The first documented importation of Shetland Ponies to the United States was in 1885, when Eli Elliot imported seventy-five of them. A breed association, the American Shetland Pony Club, was formed in 1888. The original stock was crossbred with various other breeds, principally the Hackney Pony. Arabian, Harness Show Pony and Welsh breeds were also used. The result was a taller and more elegant pony than the classic Shetland, with longer legs and finer bone, high withers and a sloping shoulder, and a high action particularly well-suited to harness work. It does not have the thick coat of the traditional Shetland, but supposedly retains the hardiness and endurance of that breed; in conformation it is more similar to the Hackney Pony, also showing some Arab influence.

It is the most numerous pony breed in the United States; numbers in 1994 were estimated at over 50,000. It is one of two American pony breeds derived from the traditional Shetland, the other being the Pony of the Americas. It was the principal influence on another Shetland-derived breed, the German Classic Pony.

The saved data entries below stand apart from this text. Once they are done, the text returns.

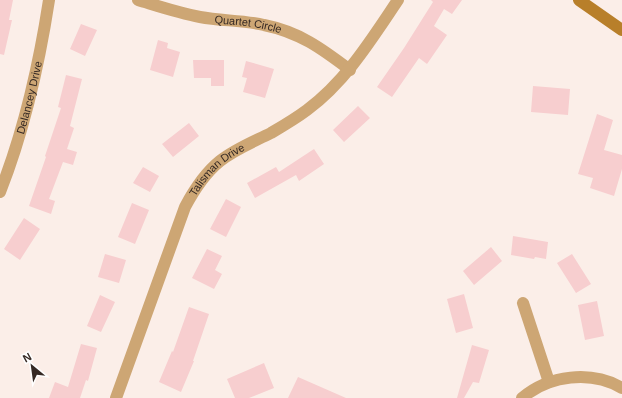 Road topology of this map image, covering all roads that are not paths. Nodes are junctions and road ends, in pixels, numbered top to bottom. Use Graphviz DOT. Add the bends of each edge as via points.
graph roads {
  1 [pos="49,0"];
  2 [pos="138,0"];
  3 [pos="398,0"];
  4 [pos="578,0"];
  5 [pos="622,30"];
  6 [pos="350,70"];
  7 [pos="0,192"];
  8 [pos="523,303"];
  9 [pos="550,382"];
  10 [pos="622,388"];
  11 [pos="116,398"];
  12 [pos="522,398"];
  1 -- 7 [label="street, Delancey Drive" via="32,84 11,164"];
  2 -- 6 [label="street, Quartet Circle" via="200,17 284,30 320,48"];
  3 -- 6 [label="street, Talisman Drive"];
  4 -- 5 [label="main road"];
  6 -- 11 [label="street, Talisman Drive" via="307,110 219,161 195,189 185,207"];
  8 -- 9 [label="street"];
  9 -- 10 [label="street" via="585,377 599,379"];
  9 -- 12 [label="street"];
} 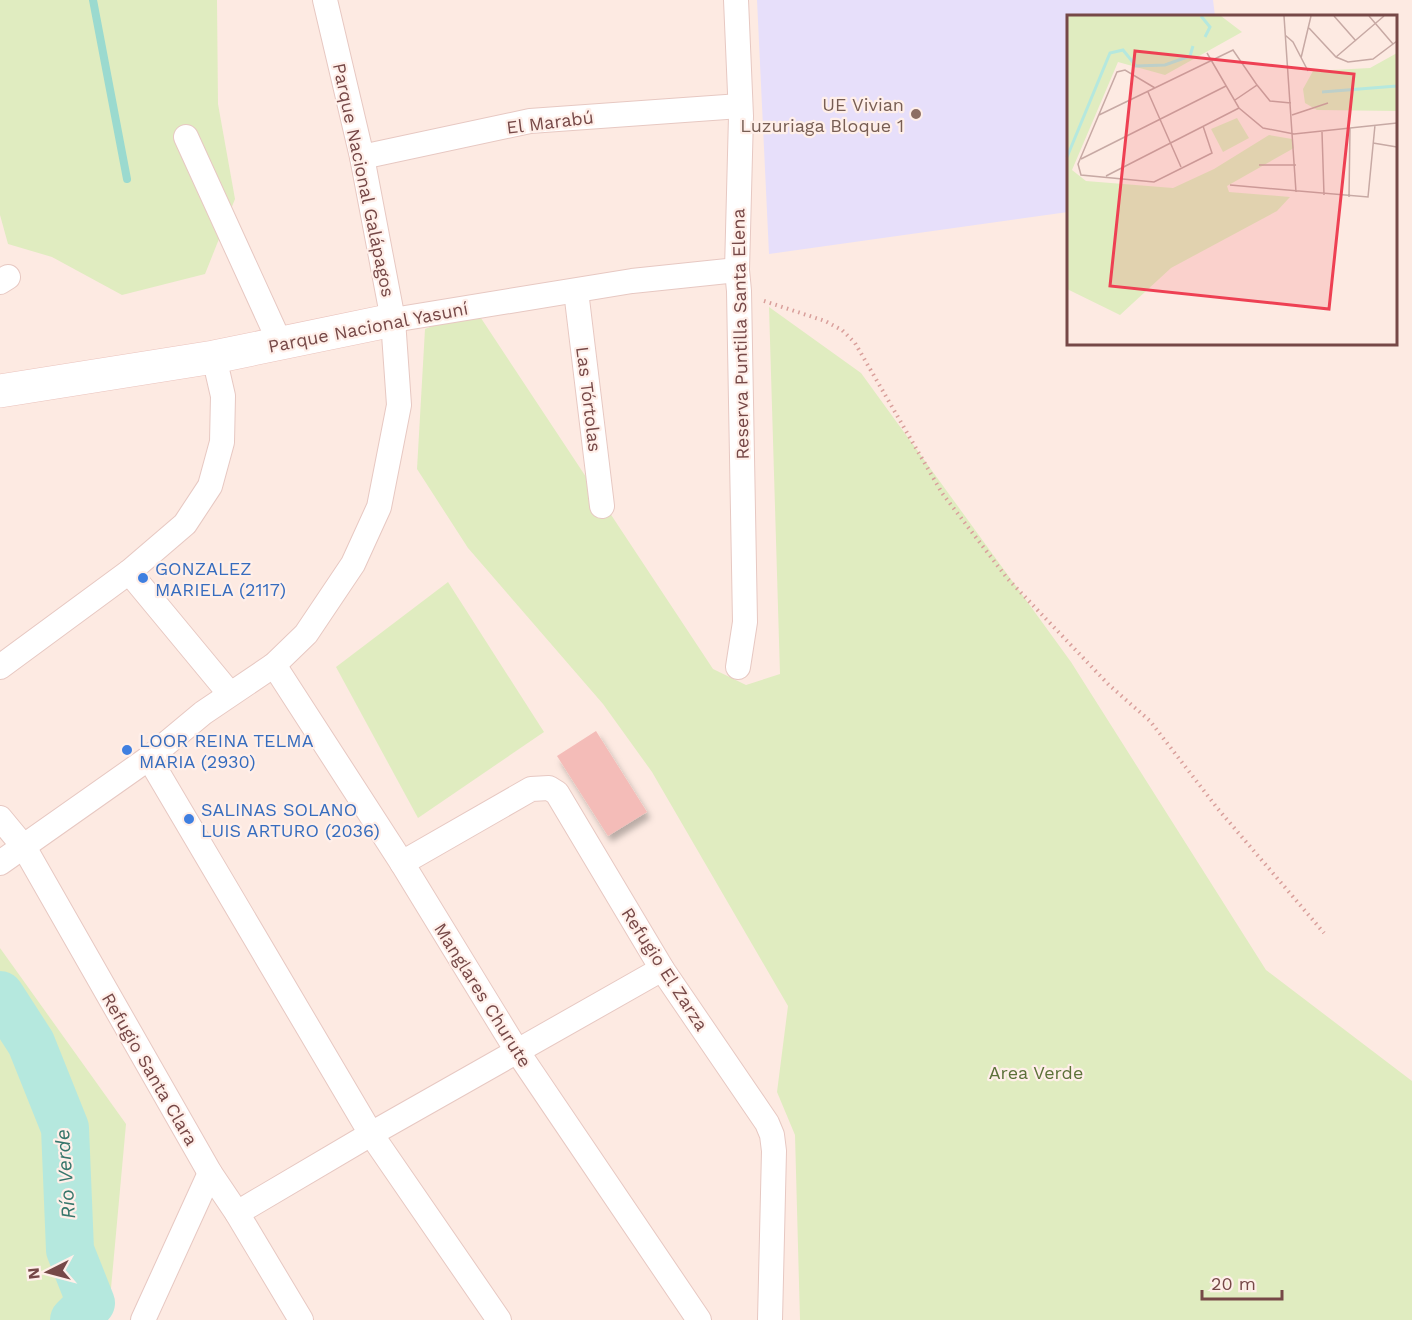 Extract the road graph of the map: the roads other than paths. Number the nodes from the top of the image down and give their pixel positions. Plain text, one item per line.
1 (324, 0) edge
2 (736, 0) edge
3 (740, 106) junction
4 (186, 137) dead end
5 (362, 157) junction
6 (738, 280) junction
7 (576, 291) junction
8 (393, 320) junction
9 (280, 343) junction
10 (214, 357) junction
11 (0, 391) edge
12 (602, 506) dead end
13 (129, 572) junction
14 (274, 664) junction
15 (0, 667) edge
16 (738, 667) dead end
17 (230, 694) junction
18 (149, 758) junction
19 (0, 818) edge
20 (24, 847) junction
21 (0, 863) edge
22 (402, 864) junction
23 (662, 969) junction
24 (517, 1051) junction
25 (371, 1134) junction
26 (210, 1173) junction
27 (237, 1213) junction
28 (143, 1320) edge
29 (301, 1320) edge
30 (499, 1320) edge
31 (699, 1320) edge
32 (770, 1320) edge

1 - 5 street, Parque Nacional Galápagos
2 - 3 street, Reserva Puntilla Santa Elena
3 - 5 street, El Marabú
3 - 6 street, Reserva Puntilla Santa Elena
4 - 9 street
5 - 8 street, Parque Nacional Galápagos
6 - 7 street, Parque Nacional Yasuní
6 - 16 street, Reserva Puntilla Santa Elena
7 - 8 street, Parque Nacional Yasuní
7 - 12 street, Las Tórtolas
8 - 9 street, Parque Nacional Yasuní
8 - 14 street, Parque Nacional Galápagos
9 - 10 street, Parque Nacional Yasuní
10 - 11 street, Parque Nacional Yasuní
10 - 13 street
13 - 15 street
13 - 17 street
14 - 17 street, Parque Nacional Galápagos
14 - 22 street, Manglares Churute
17 - 18 street, Parque Nacional Galápagos
18 - 20 street, Parque Nacional Galápagos
18 - 25 street
19 - 20 street, Refugio Santa Clara
20 - 21 street, Parque Nacional Galápagos
20 - 26 street, Refugio Santa Clara
22 - 23 street, Refugio El Zarza
22 - 24 street, Manglares Churute
23 - 24 street
23 - 32 street, Refugio El Zarza
24 - 25 street
24 - 31 street, Manglares Churute
25 - 27 street
25 - 30 street
26 - 27 street, Refugio Santa Clara
26 - 28 street
27 - 29 street, Refugio Santa Clara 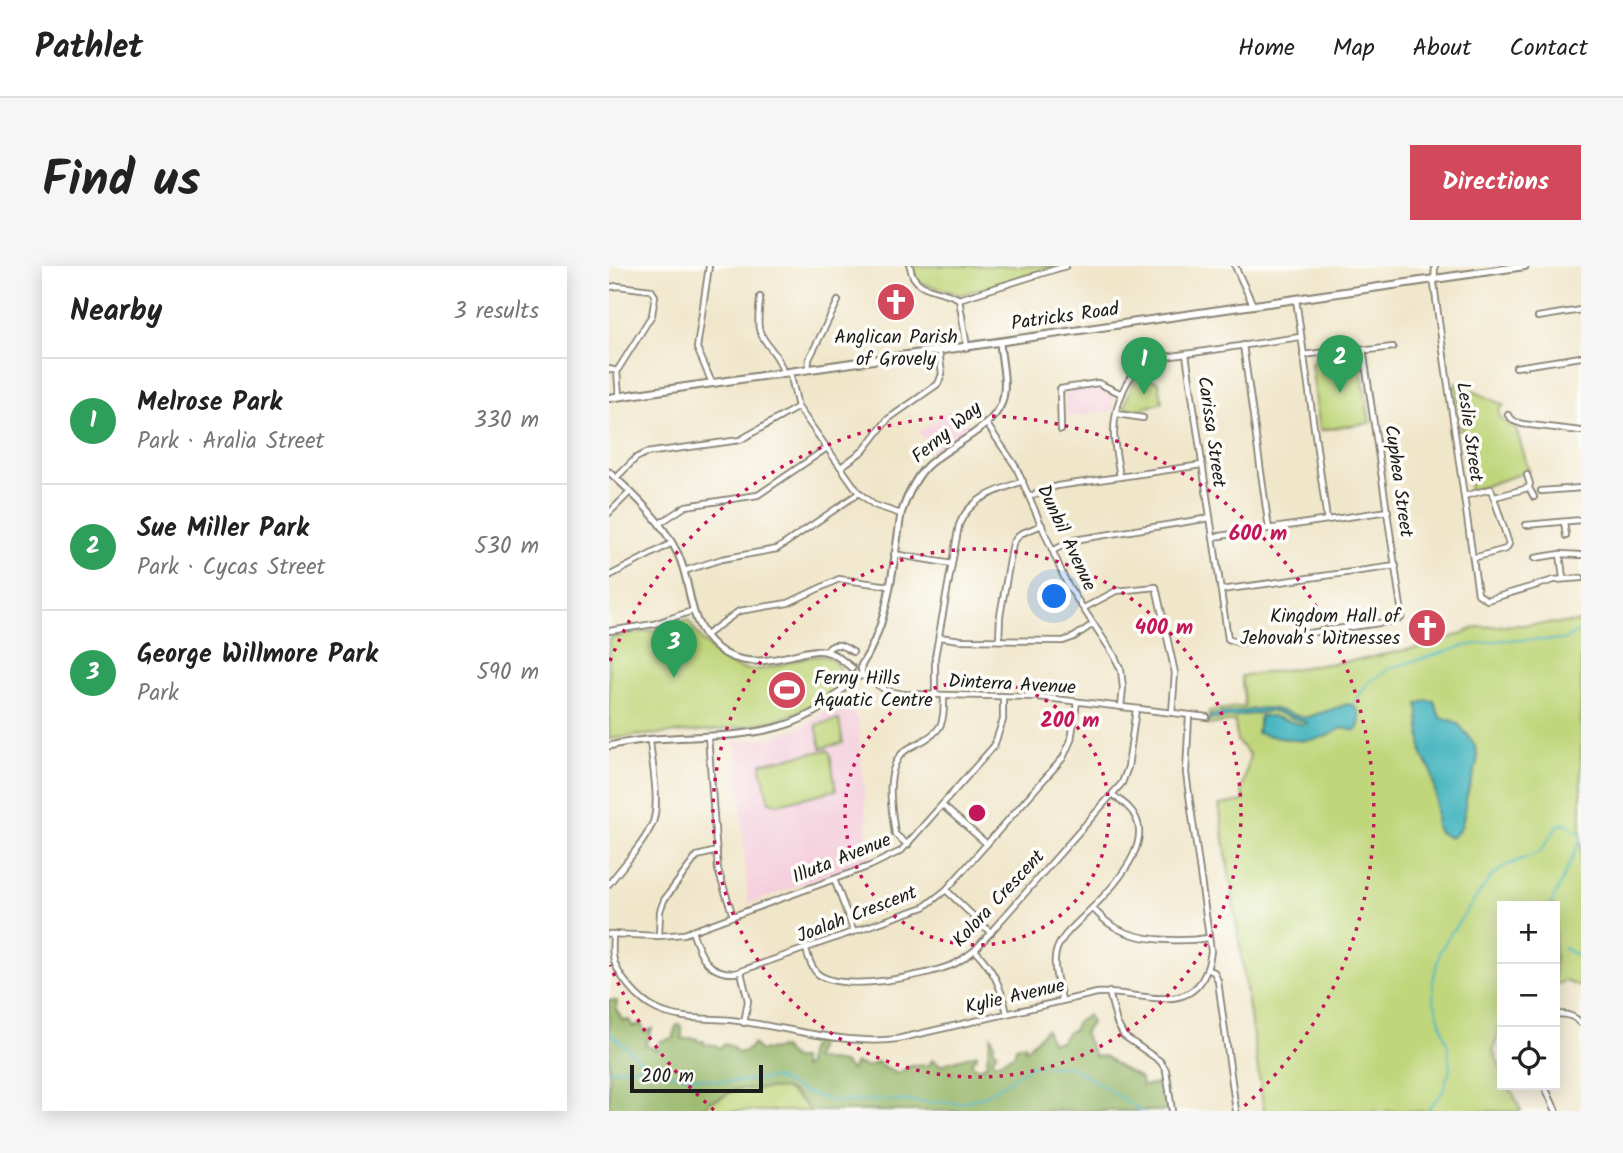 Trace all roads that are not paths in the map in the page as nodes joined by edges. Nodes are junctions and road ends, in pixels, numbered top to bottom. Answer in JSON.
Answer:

American Shetland Ponies may be registered in the American Shetland Pony Club stud book, in one of four sections: foundation, classic, modern, and modern pleasure; they are distinguished by minor variations in conformation, the "foundation" type being the smallest and most similar to the American Shetland of the 1950s. In the past, American Shetlands were registered in section B of the stud book, and the traditional Shetland Pony in section A. The stud book has been closed – with some exceptions – to imported Shetlands since 1955.

== Use ==

The American Shetland Pony is well-suited to harness use. It may be used as a roadster to pull sulkies, or in fine harness pulling two-wheeled or four-wheeled carts. It may be ridden under either a Western or English saddle, and is also shown at halter.